**Material provided**
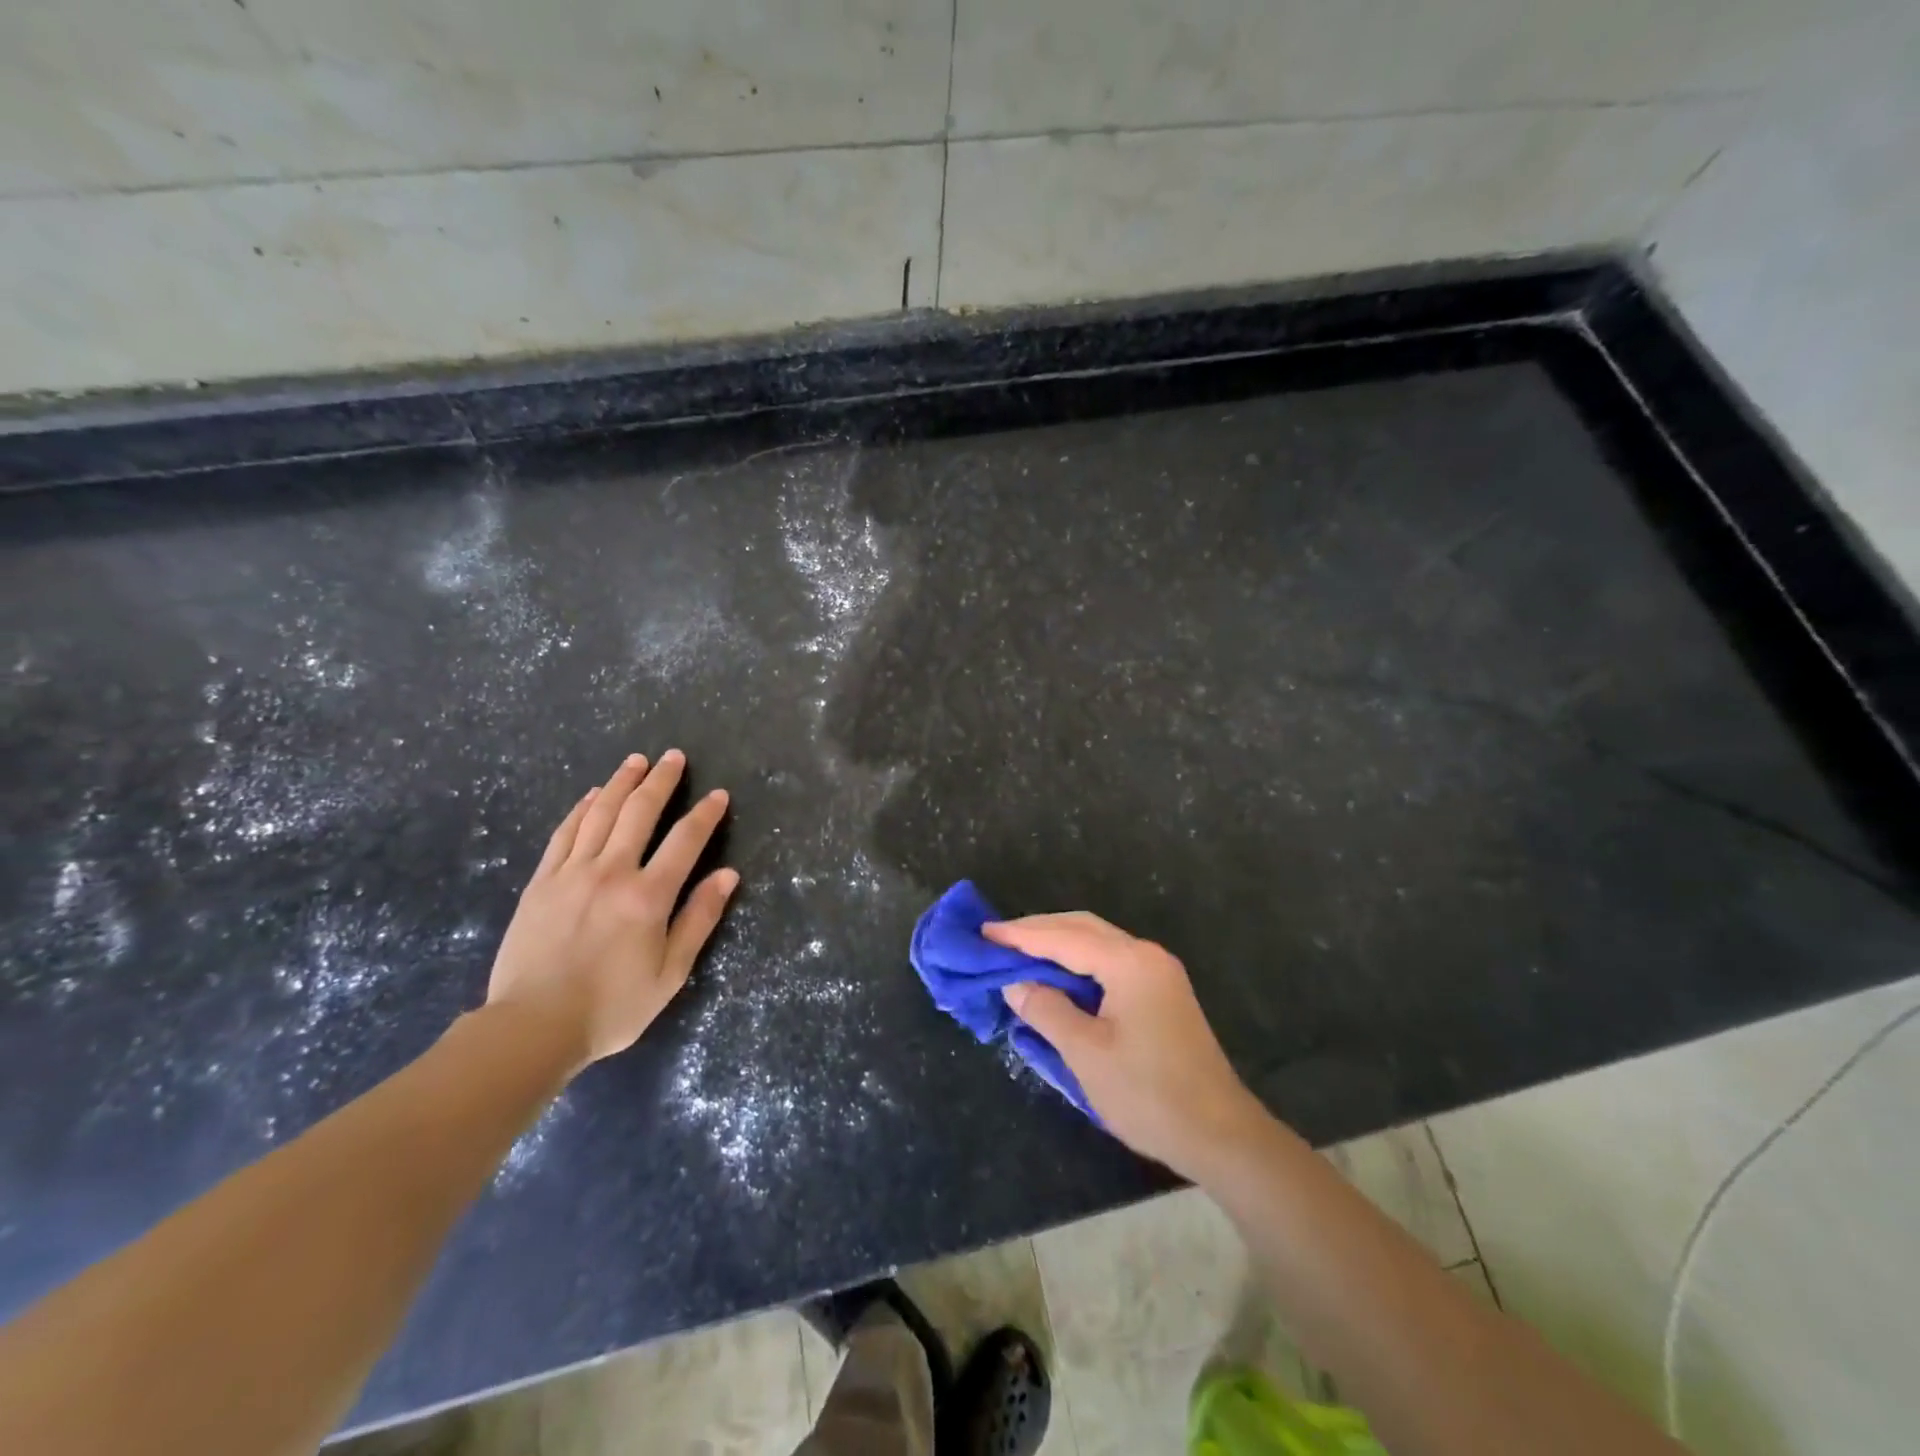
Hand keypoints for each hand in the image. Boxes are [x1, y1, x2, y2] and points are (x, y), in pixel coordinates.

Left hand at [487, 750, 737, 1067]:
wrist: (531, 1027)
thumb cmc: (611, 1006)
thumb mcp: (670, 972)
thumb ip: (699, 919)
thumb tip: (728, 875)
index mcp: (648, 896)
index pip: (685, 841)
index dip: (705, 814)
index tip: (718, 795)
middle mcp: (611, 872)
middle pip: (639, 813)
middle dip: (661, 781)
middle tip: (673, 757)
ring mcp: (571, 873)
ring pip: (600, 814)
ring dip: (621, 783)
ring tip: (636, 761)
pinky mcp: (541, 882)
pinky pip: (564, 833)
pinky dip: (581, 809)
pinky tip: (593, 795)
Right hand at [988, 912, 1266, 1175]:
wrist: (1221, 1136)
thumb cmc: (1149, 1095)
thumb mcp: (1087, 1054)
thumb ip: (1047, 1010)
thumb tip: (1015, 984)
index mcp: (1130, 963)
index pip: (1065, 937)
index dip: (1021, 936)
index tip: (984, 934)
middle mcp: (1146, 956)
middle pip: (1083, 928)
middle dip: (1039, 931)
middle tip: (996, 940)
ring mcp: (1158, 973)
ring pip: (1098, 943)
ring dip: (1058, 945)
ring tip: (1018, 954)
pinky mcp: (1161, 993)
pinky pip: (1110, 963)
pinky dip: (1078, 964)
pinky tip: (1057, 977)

* * *

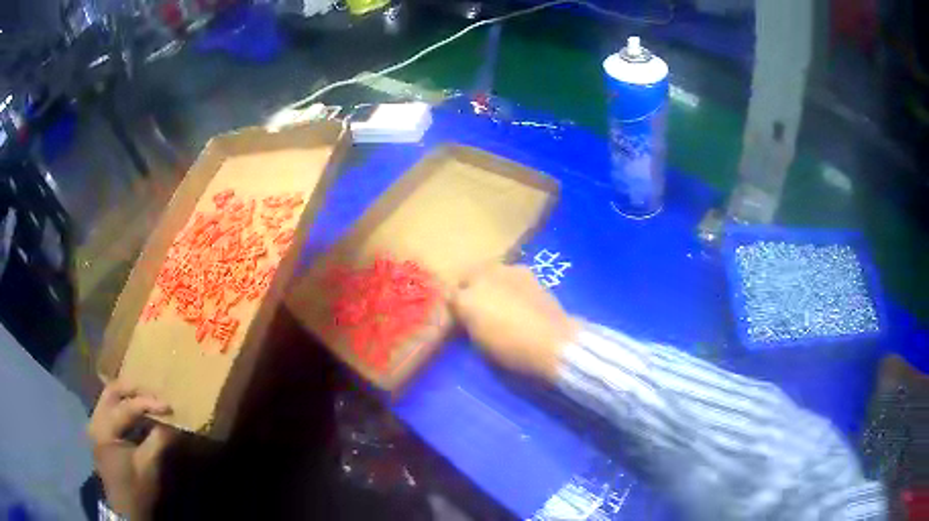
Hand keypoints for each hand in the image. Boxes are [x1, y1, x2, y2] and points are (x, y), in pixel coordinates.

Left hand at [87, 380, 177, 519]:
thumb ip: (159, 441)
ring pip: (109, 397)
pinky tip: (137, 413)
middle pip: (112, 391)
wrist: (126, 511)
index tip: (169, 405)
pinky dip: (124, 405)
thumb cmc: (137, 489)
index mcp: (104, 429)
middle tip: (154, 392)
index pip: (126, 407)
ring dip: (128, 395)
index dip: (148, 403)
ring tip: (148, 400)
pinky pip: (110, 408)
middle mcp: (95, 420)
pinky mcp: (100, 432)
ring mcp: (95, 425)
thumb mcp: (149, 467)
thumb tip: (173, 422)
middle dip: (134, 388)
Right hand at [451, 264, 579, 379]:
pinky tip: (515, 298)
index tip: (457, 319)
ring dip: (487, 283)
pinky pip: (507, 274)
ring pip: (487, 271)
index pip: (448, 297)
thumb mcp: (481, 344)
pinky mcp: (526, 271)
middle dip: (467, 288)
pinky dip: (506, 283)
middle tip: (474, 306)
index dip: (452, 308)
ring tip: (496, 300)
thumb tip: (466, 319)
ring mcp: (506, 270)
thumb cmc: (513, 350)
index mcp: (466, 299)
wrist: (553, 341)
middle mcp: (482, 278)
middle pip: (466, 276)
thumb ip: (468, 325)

**Work instructions**
Would you retype the lines above from the one with "wrist: (1221, 1136)" down to the one with "pinky pip: (1110, 963)", word for word, both ends included and no other lines?

**Answer section**
wrist: (1221, 1136)
thumb cmc: (1149, 1095)
thumb mcp: (1087, 1054)
thumb ip: (1047, 1010)
thumb tip: (1015, 984)
index mcp: (1130, 963)
index pip: (1065, 937)
index dip: (1021, 936)
index tip: (984, 934)
middle mcp: (1146, 956)
middle pip: (1083, 928)
middle dip: (1039, 931)
middle tip: (996, 940)
ring mcp: (1158, 973)
ring pip: (1098, 943)
ring dip: (1058, 945)
ring tip: (1018, 954)
pinky mcp: (1161, 993)
pinky pip: (1110, 963)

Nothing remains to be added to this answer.